Que de moqueries ont essuyées les habitants de Condom (Gers), d’Anus (Yonne) ou de Sainte-Verge (Deux-Sèvres) ! Mais quelques dizaines de communes, parmi lesquelles Arnac-la-Poste (Haute-Vienne) et Montcuq (Lot), ont pris le parti d’en rire. Depuis 2003, réunies en association, elles organisent une fête annuelle. Bonjour donc de Trécon (Marne), et bienvenue à Vatan (Indre) !

Changer de nom ? C’est légalement beaucoup plus difficile que pour un individu. Il a fallu vingt-sept années de démarches pour que le hameau de La-Mort-aux-Juifs (Loiret) trouve enfin, en 2014, une appellation moins honteuse. 

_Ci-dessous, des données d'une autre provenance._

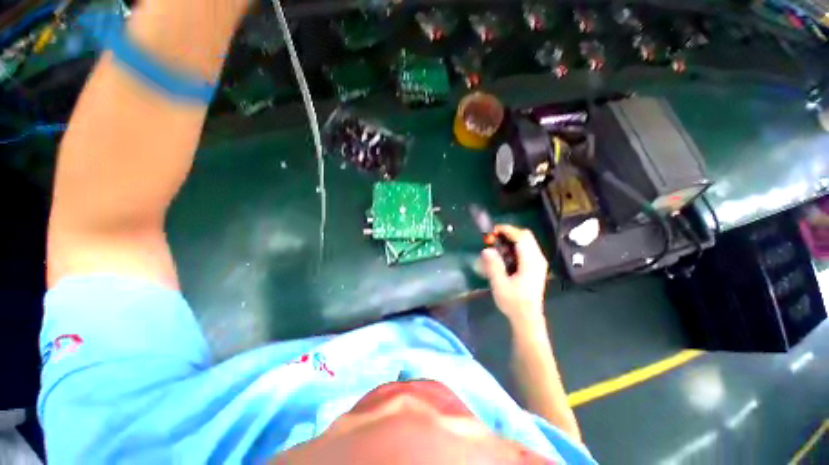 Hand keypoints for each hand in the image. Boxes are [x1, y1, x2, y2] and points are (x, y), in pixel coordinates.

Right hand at [480, 225, 547, 328]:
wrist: (527, 318)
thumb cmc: (513, 302)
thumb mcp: (500, 284)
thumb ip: (494, 265)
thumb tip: (487, 249)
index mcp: (531, 261)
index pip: (521, 237)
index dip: (507, 230)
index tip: (492, 231)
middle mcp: (538, 259)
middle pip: (526, 236)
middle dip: (509, 233)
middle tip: (493, 238)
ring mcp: (538, 263)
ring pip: (526, 242)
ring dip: (511, 240)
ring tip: (496, 246)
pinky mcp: (535, 267)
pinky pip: (526, 249)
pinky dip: (514, 247)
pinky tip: (504, 256) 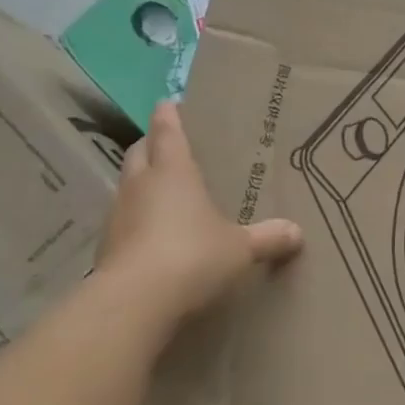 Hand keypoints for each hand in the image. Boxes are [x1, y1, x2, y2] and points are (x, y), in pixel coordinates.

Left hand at [95, 102, 302, 332]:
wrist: (135, 301)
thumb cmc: (193, 256)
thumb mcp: (241, 248)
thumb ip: (268, 238)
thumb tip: (297, 232)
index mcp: (174, 172)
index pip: (167, 131)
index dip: (169, 115)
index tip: (169, 103)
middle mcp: (141, 185)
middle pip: (139, 152)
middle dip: (151, 144)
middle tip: (167, 145)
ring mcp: (118, 215)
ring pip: (126, 185)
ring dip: (140, 182)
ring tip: (161, 191)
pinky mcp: (106, 246)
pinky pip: (122, 220)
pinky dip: (135, 219)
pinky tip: (151, 235) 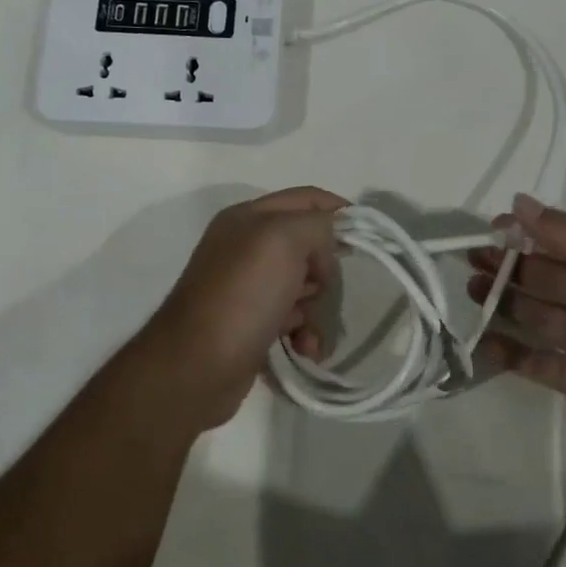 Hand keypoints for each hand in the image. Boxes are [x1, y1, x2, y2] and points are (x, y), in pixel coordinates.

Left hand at [136, 187, 344, 430]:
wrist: (197, 367)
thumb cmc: (243, 295)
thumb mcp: (283, 240)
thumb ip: (316, 224)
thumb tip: (328, 240)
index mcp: (248, 218)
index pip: (306, 199)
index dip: (338, 211)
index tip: (368, 237)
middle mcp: (246, 248)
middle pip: (308, 246)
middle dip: (325, 269)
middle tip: (320, 287)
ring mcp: (247, 288)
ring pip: (304, 287)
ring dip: (316, 309)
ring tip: (306, 328)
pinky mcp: (251, 324)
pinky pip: (293, 320)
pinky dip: (304, 333)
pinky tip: (303, 348)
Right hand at [467, 194, 565, 472]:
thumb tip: (519, 201)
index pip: (560, 242)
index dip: (526, 232)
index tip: (490, 228)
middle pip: (542, 277)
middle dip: (507, 266)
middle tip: (470, 260)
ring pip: (533, 316)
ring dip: (502, 302)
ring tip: (470, 293)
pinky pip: (533, 362)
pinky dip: (508, 353)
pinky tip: (482, 342) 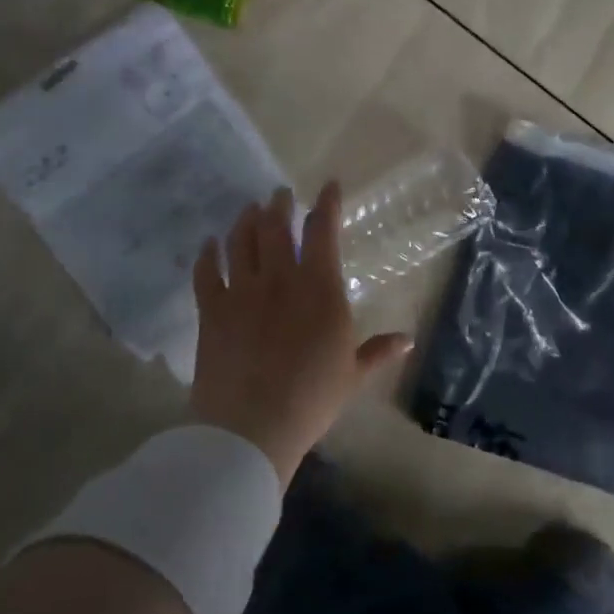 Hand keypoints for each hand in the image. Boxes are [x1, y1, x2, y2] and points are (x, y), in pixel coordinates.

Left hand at [190, 183, 411, 483]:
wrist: (252, 426)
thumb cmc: (312, 399)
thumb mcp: (352, 375)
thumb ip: (378, 351)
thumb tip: (408, 340)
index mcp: (320, 289)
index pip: (323, 232)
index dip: (326, 204)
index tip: (328, 187)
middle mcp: (280, 279)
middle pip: (276, 227)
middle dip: (279, 205)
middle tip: (279, 194)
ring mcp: (242, 292)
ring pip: (240, 241)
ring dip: (245, 220)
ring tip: (249, 209)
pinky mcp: (212, 310)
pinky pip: (206, 272)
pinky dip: (207, 254)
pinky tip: (208, 245) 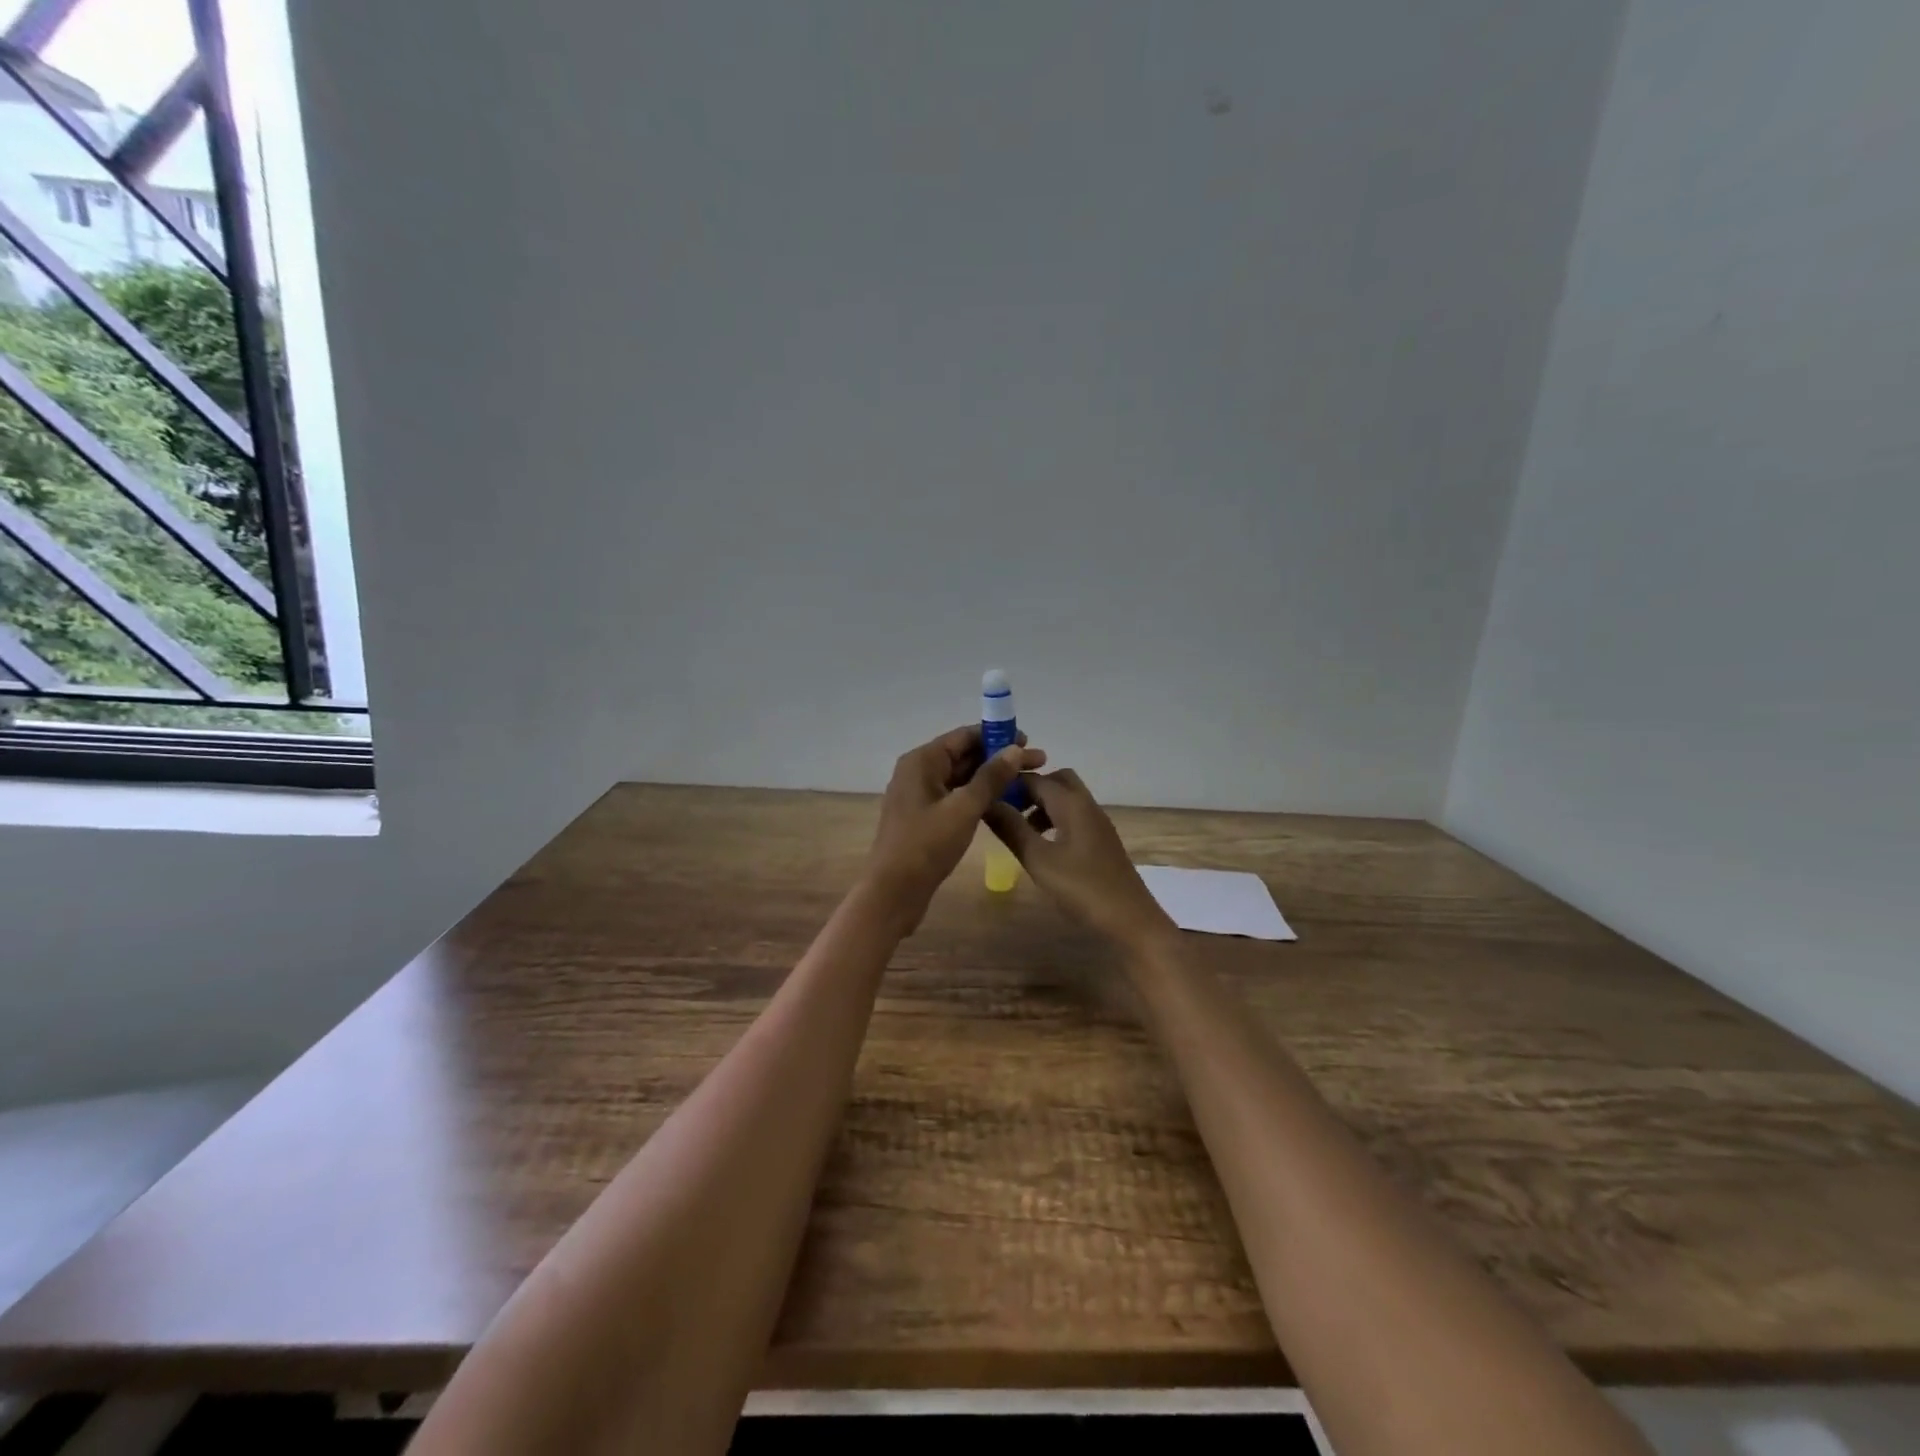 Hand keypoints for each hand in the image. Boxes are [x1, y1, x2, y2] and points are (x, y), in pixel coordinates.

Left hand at [866, 725, 1044, 932]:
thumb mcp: (964, 808)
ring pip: (961, 778)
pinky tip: (1002, 803)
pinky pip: (955, 796)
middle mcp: (918, 771)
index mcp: (922, 761)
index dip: (997, 736)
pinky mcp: (924, 817)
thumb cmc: (927, 845)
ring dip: (991, 779)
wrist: (894, 891)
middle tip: (1037, 765)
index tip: (1029, 743)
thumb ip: (991, 777)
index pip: (964, 736)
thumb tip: (1015, 749)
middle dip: (999, 758)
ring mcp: (919, 795)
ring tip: (1026, 783)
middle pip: (964, 755)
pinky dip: (977, 796)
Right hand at [984, 768, 1176, 950]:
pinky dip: (1055, 820)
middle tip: (1006, 809)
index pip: (1034, 779)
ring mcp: (1098, 823)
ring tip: (1019, 829)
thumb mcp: (1038, 859)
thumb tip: (987, 802)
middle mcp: (1087, 805)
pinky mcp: (1102, 841)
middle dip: (1029, 789)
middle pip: (1056, 781)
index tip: (985, 794)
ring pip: (1066, 799)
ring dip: (1041, 805)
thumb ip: (1012, 828)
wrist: (1130, 920)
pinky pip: (1074, 816)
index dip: (1009, 783)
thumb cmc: (1082, 888)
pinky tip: (1043, 846)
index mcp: (1071, 803) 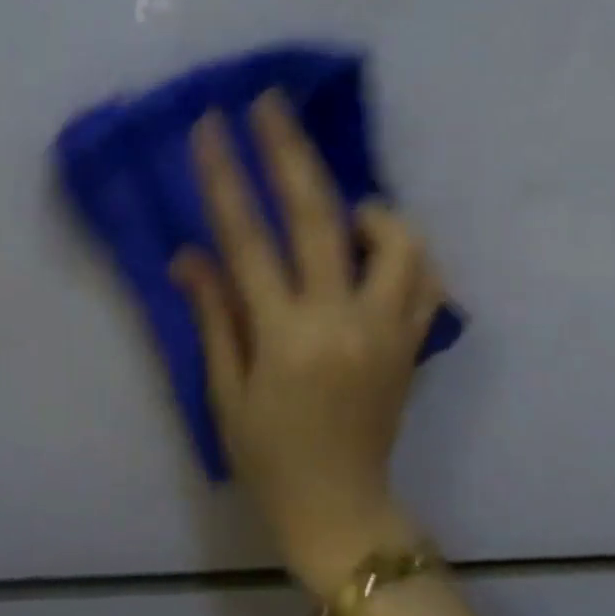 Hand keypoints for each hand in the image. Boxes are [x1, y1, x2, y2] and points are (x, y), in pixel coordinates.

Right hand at [170, 93, 444, 596]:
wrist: (341, 512)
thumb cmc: (268, 456)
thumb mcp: (225, 389)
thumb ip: (215, 313)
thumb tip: (190, 253)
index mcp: (285, 336)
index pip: (248, 238)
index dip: (225, 177)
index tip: (211, 128)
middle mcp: (342, 321)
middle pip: (319, 217)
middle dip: (289, 151)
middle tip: (270, 104)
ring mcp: (388, 330)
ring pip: (396, 241)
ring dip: (365, 205)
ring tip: (338, 202)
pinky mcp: (413, 343)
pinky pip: (424, 278)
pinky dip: (404, 248)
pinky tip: (375, 247) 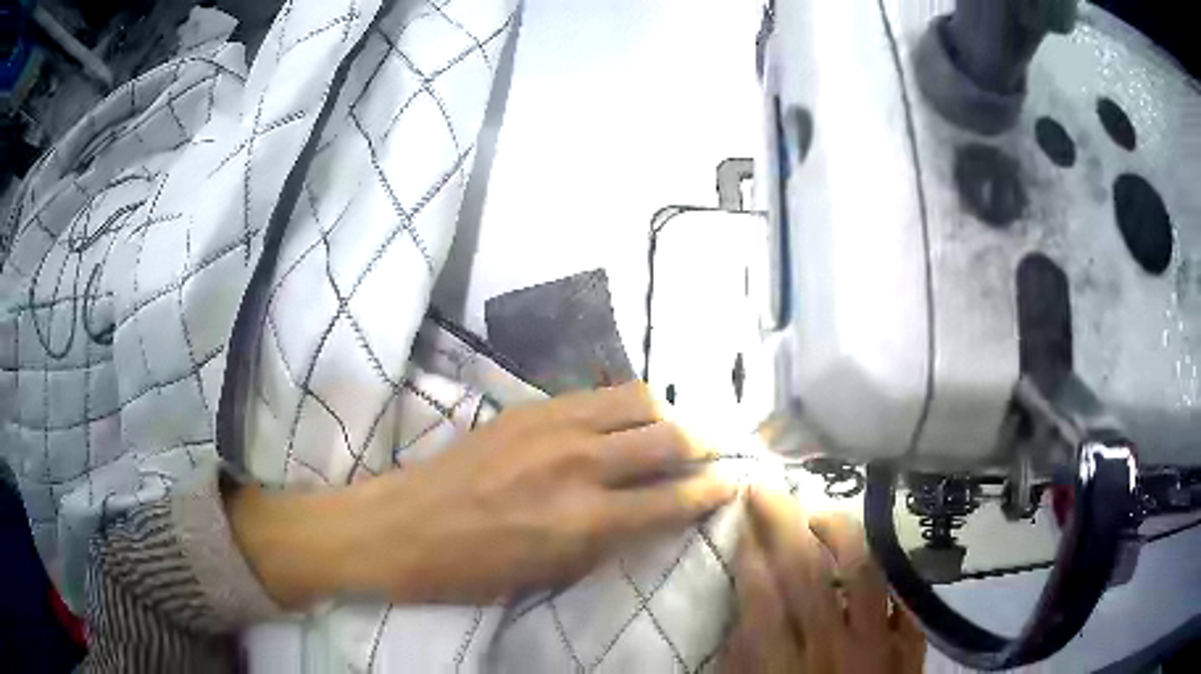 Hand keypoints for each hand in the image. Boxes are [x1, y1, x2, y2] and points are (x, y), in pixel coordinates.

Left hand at [231, 382, 735, 607]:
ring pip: (638, 398)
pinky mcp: (528, 407)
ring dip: (669, 413)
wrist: (399, 527)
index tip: (733, 484)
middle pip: (668, 437)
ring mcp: (552, 425)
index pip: (673, 499)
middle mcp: (578, 464)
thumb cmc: (471, 570)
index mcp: (584, 521)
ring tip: (678, 428)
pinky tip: (628, 417)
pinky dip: (626, 403)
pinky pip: (597, 393)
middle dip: (705, 443)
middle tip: (718, 451)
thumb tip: (648, 514)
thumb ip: (607, 539)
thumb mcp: (549, 574)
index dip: (712, 490)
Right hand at [722, 488, 925, 673]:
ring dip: (840, 533)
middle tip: (767, 488)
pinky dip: (886, 572)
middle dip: (783, 524)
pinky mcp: (909, 647)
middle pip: (808, 573)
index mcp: (786, 667)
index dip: (750, 555)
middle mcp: (834, 647)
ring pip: (864, 571)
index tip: (740, 522)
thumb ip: (745, 664)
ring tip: (820, 513)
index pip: (763, 598)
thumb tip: (744, 617)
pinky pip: (901, 597)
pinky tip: (872, 557)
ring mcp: (880, 644)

Rien n’empêche, en revanche, de s’identifier à une commune imaginaire. C’est ce qu’a fait le village de Vaux-en-Beaujolais (Rhône) dont Gabriel Chevallier s’était inspiré pour écrire Clochemerle en 1934. Ce roman truculent, traduit en vingt-six langues, a connu un succès colossal. Il y était question d’un urinoir que le maire laïque projetait d’installer à côté de l’église pour faire enrager le curé… La réalité a fini par rejoindre la fiction : non seulement Vaux-en-Beaujolais a construit une pissotière, qui est aujourd’hui le monument le plus photographié du village, mais celui-ci s’est donné Clochemerle pour deuxième nom. Depuis plus de quatre-vingts ans, les vignerons de Vaux ont appris à goûter l’humour, et d’abord à rire d’eux-mêmes. Grâce à la littérature.